Robert: Es gibt auch Menschen, die gerade diese Szene besonders schön finden: weil da einmal jemand zu sehen ist, der sich wehrt, der nicht mitspielt. Aber es stimmt schon: Die Tatsache, dass niemand aus der Gruppe einschreitet, ist schon beklemmend.

profil: Drei Menschen, die ebenfalls als Kinder am Friedrichshof lebten, befragen Sie zu ihren Erinnerungen. Hat die gemeinsame Vergangenheit sich denn bei allen auf ähnliche Weise eingegraben?
Robert: Ich glaube mittlerweile, dass die Verarbeitung dieser gemeinsamen Vergangenheit eine viel stärkere Verbindung zwischen uns allen hergestellt hat als die gemeinsamen Erlebnisse an sich. Wir sehen die Welt gleichsam aus anderen Augen.

profil: Eine ungelöste Frage scheint in Ihnen allen zu brennen: ob einen das Aufwachsen in dieser Kommune wirklich nachhaltig beschädigt hat – oder ob es vielleicht so traumatisch auch wieder nicht war.
Robert: Stimmt. Ich habe mich während der vergangenen fünf Jahre eigentlich unaufhörlich gefragt: Wie speziell ist das denn? Hat nicht jedes Kind etwas in dieser oder ähnlicher Art erlebt? Ich habe lange gebraucht, um zu verstehen, wie sehr mich die Kindheit in der Kommune in meinem Selbstwertgefühl eingeschränkt und gebrochen hat. Dabei halte ich mich gar nicht für ein Opfer, aber es ist eine Tatsache, dass ich als Kind nie ich selbst sein konnte. Eigene Meinungen wurden schlicht untersagt.

profil: Ihnen ist sexueller Missbrauch erspart geblieben.
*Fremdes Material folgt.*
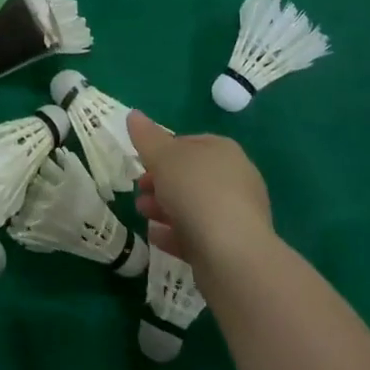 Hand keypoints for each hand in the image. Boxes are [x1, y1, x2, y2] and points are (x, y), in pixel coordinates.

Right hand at [128, 111, 272, 270]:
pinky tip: (155, 237)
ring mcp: (236, 215)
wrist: (232, 254)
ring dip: (164, 208)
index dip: (163, 150)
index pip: (190, 143)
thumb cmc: (197, 192)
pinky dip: (175, 234)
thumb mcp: (164, 157)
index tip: (142, 162)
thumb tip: (133, 114)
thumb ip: (147, 137)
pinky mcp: (232, 247)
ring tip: (142, 213)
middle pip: (191, 176)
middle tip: (139, 190)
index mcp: (224, 151)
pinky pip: (198, 235)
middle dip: (161, 182)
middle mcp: (235, 179)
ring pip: (193, 207) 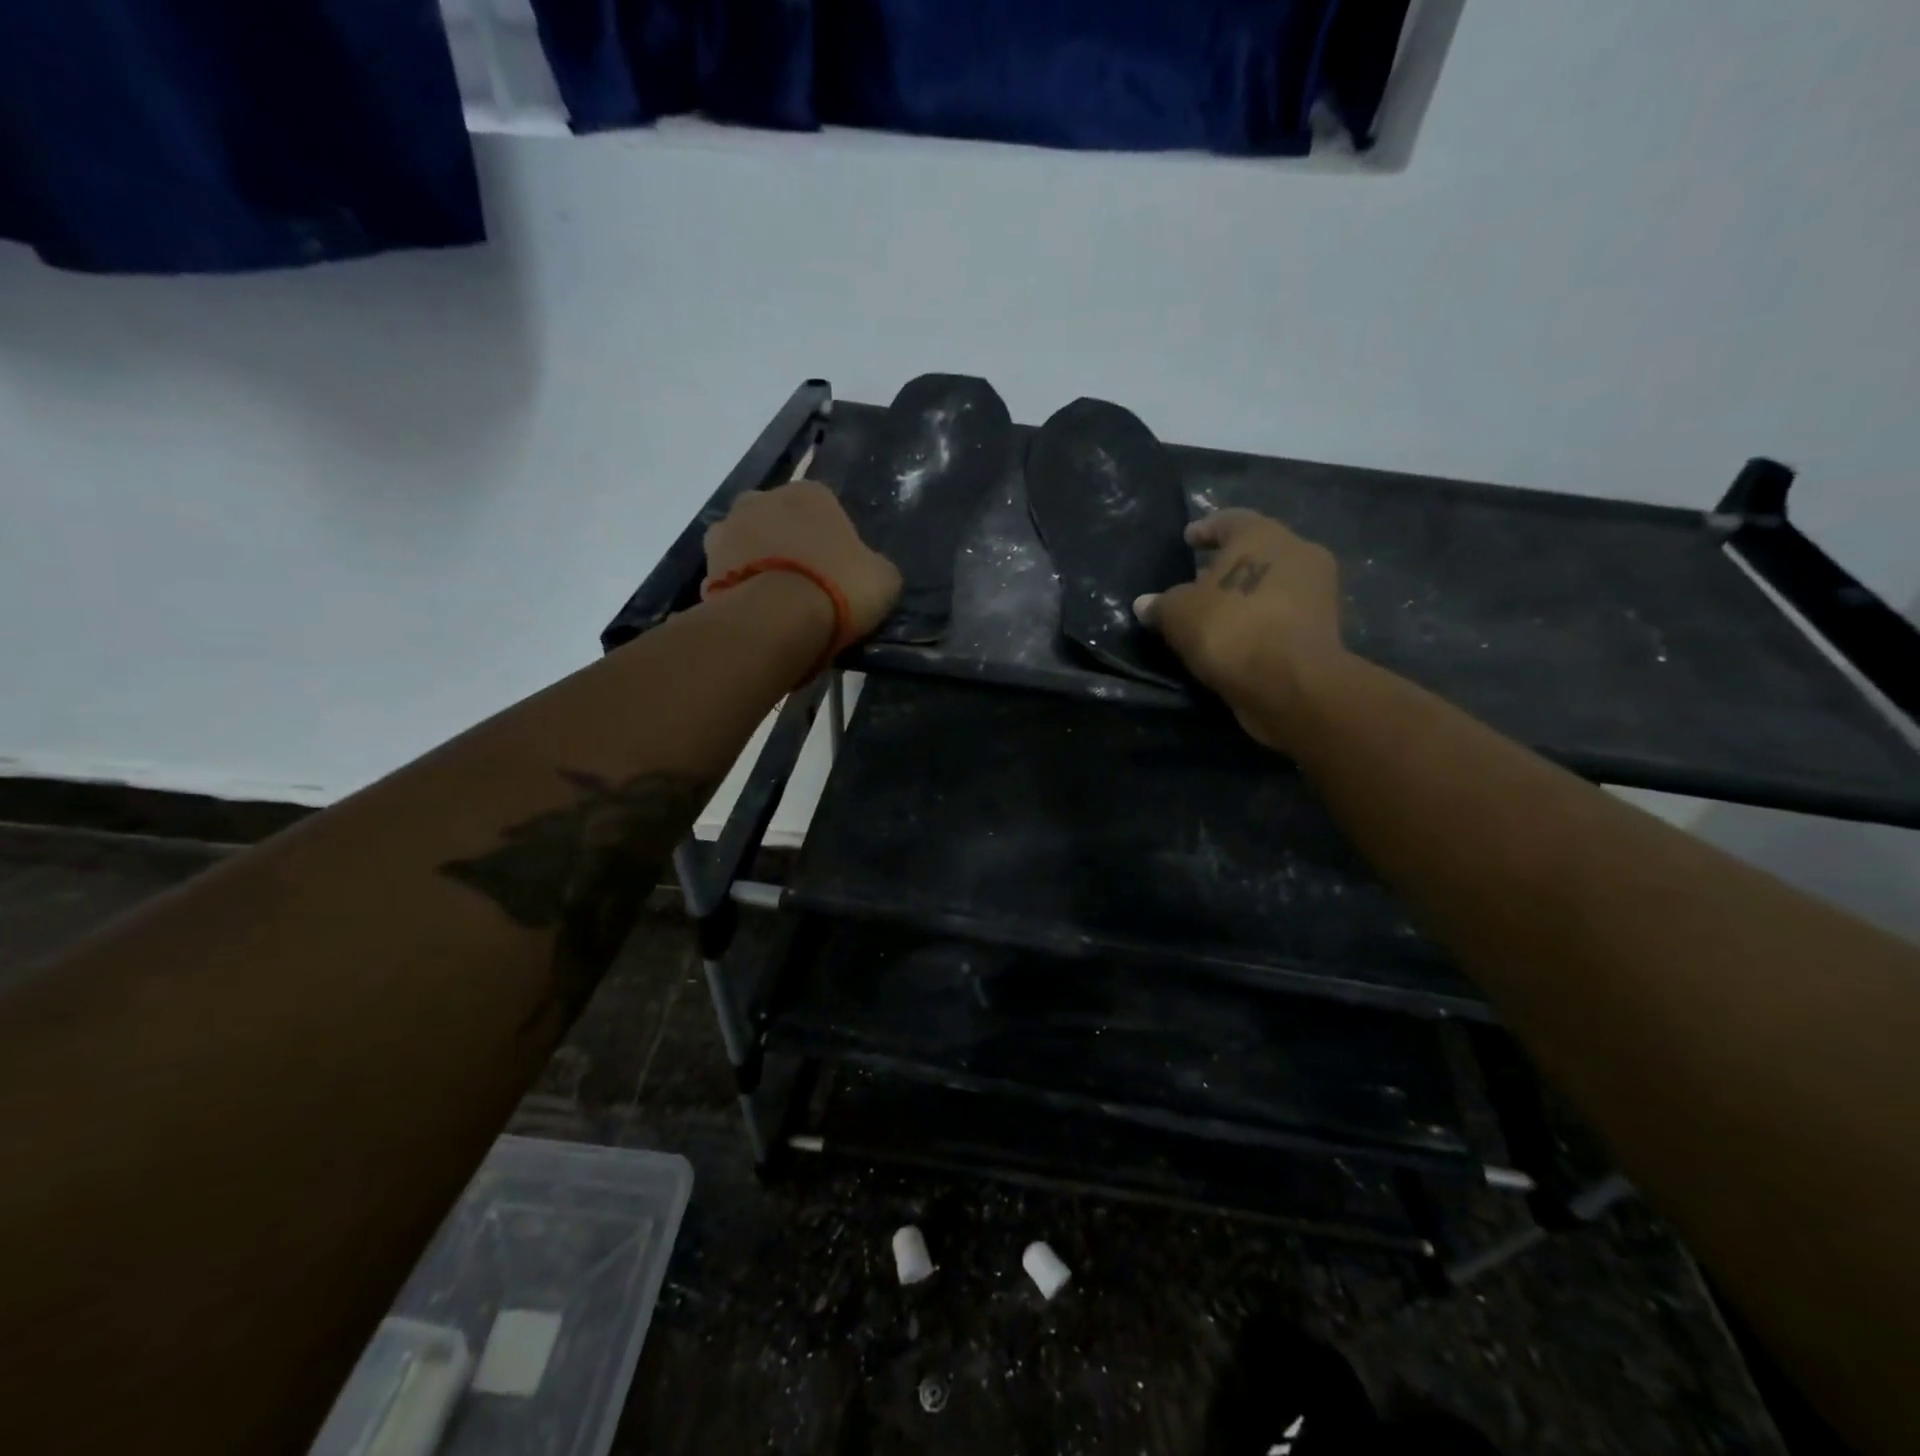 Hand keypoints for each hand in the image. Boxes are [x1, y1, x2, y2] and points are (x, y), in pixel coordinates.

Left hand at [704, 481, 902, 639]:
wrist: (777, 620)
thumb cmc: (839, 588)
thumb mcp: (883, 579)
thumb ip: (873, 566)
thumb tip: (867, 570)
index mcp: (810, 493)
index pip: (825, 508)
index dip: (833, 540)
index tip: (839, 571)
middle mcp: (762, 498)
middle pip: (779, 520)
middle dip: (789, 545)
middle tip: (806, 585)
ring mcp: (727, 530)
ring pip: (748, 545)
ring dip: (759, 565)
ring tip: (777, 604)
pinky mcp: (704, 567)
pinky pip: (728, 577)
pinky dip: (739, 591)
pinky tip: (757, 616)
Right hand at [1134, 509, 1347, 751]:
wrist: (1291, 683)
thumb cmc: (1230, 629)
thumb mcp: (1178, 616)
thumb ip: (1161, 605)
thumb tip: (1144, 604)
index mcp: (1261, 534)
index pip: (1230, 520)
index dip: (1206, 529)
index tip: (1189, 539)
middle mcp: (1297, 551)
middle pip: (1257, 550)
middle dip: (1228, 564)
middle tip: (1200, 580)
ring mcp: (1318, 590)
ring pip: (1273, 582)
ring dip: (1247, 594)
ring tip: (1217, 613)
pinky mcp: (1325, 627)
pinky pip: (1283, 614)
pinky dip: (1262, 620)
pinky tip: (1239, 636) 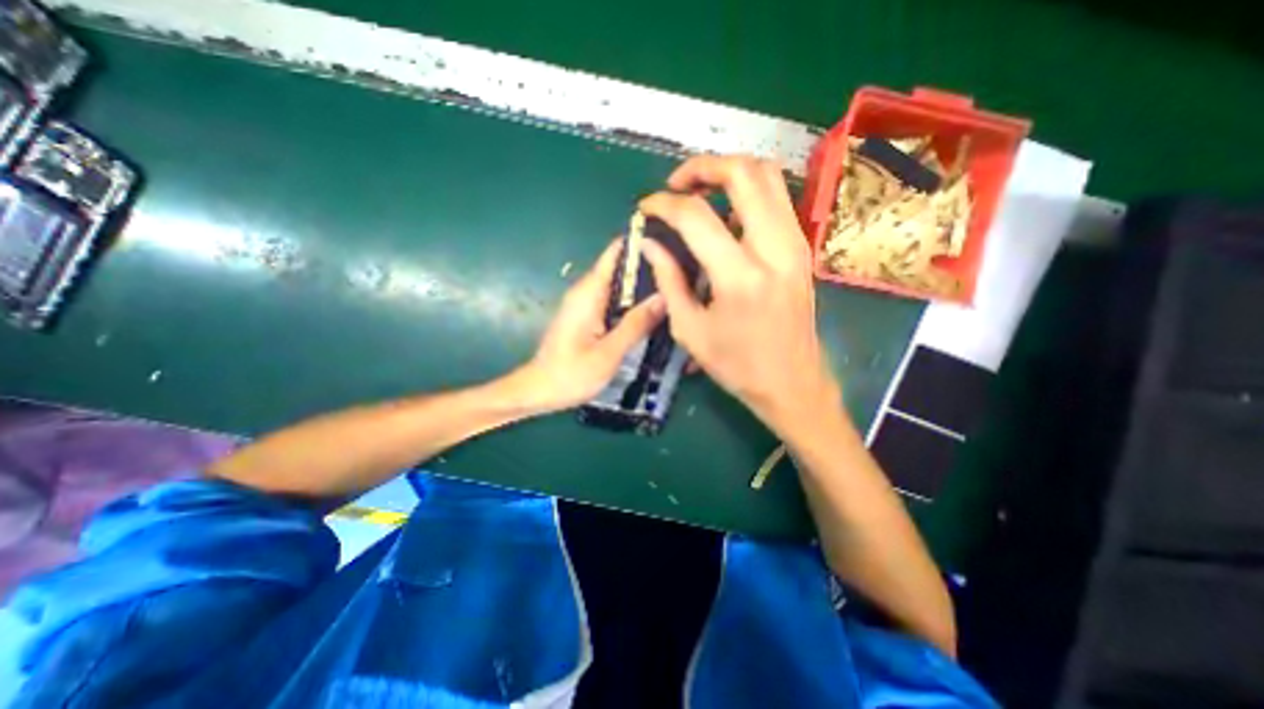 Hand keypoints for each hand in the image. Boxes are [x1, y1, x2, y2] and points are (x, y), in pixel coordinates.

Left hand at [518, 238, 664, 412]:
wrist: (539, 391)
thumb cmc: (570, 374)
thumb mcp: (608, 353)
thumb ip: (636, 325)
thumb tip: (664, 296)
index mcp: (589, 293)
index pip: (615, 253)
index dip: (640, 243)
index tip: (671, 241)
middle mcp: (586, 292)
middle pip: (620, 267)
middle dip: (648, 266)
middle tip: (683, 270)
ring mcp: (586, 304)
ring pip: (619, 285)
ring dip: (643, 285)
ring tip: (676, 286)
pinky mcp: (588, 317)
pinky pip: (615, 300)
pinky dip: (633, 301)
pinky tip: (654, 310)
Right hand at [643, 156, 836, 431]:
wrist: (792, 383)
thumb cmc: (737, 365)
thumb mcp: (690, 330)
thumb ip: (669, 280)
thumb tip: (651, 243)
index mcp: (739, 277)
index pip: (696, 216)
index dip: (664, 204)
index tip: (647, 207)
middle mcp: (774, 250)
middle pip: (743, 173)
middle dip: (703, 166)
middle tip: (676, 185)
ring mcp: (795, 245)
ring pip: (767, 176)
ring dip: (729, 173)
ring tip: (700, 193)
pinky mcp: (802, 249)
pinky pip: (776, 200)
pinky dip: (748, 193)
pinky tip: (727, 216) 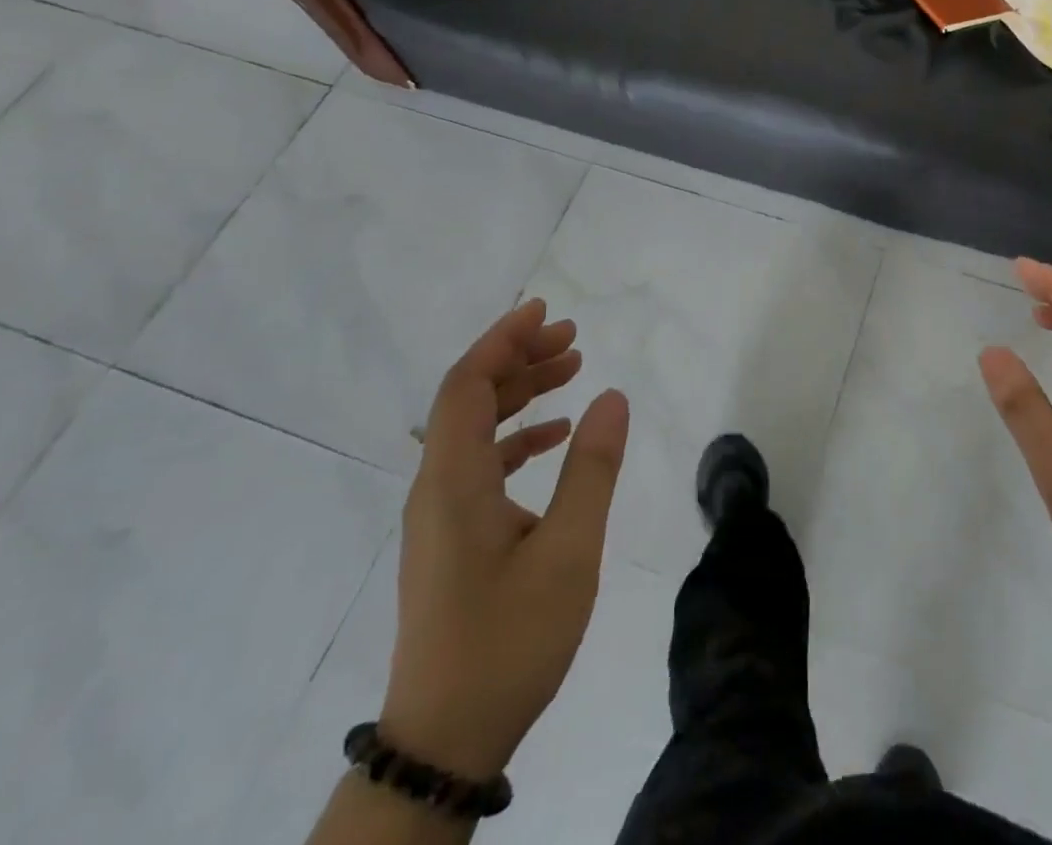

Aber Sie wussten schon als Zehn- oder Elfjähriger, was sich da abspielte?
Robert: Natürlich, das fand ja nicht versteckt statt, es war ganz offensichtlich, was da ablief, dass Erwachsene Sex mit Minderjährigen hatten. Es gab nur nicht diese Moral, dass dies etwas Schlechtes sei.

profil: Wie denken Sie heute an Ihre Kindheit zurück?
Robert: Wie an etwas sehr Fernes, das aber nicht tragisch war, sondern eher eine Komödie. Ich erinnere mich, dass wir uns über die Erwachsenen oft lustig machten, uns von ihnen distanzierten.

profil: 1991 wurde die Kommune aufgelöst und Mühl verhaftet. Sie gingen zu Ihrer Mutter nach Zürich. War das nicht ein massiver Bruch in Ihrem Leben?
Robert: Das war die für mich schwierigste Zeit überhaupt. Ich hatte in der Schweiz keine Freunde, kannte mich nicht mehr aus. Plötzlich war ich Außenseiter. Nach drei Jahren ging ich zurück nach Österreich.

profil: Da waren Sie erst 15.
Robert: Ja, und ich lebte wieder am Friedrichshof. Dort herrschte echte Anarchie. Mühl war nicht mehr da, es gab keine Autorität, also beste Voraussetzungen, um sich auszutoben.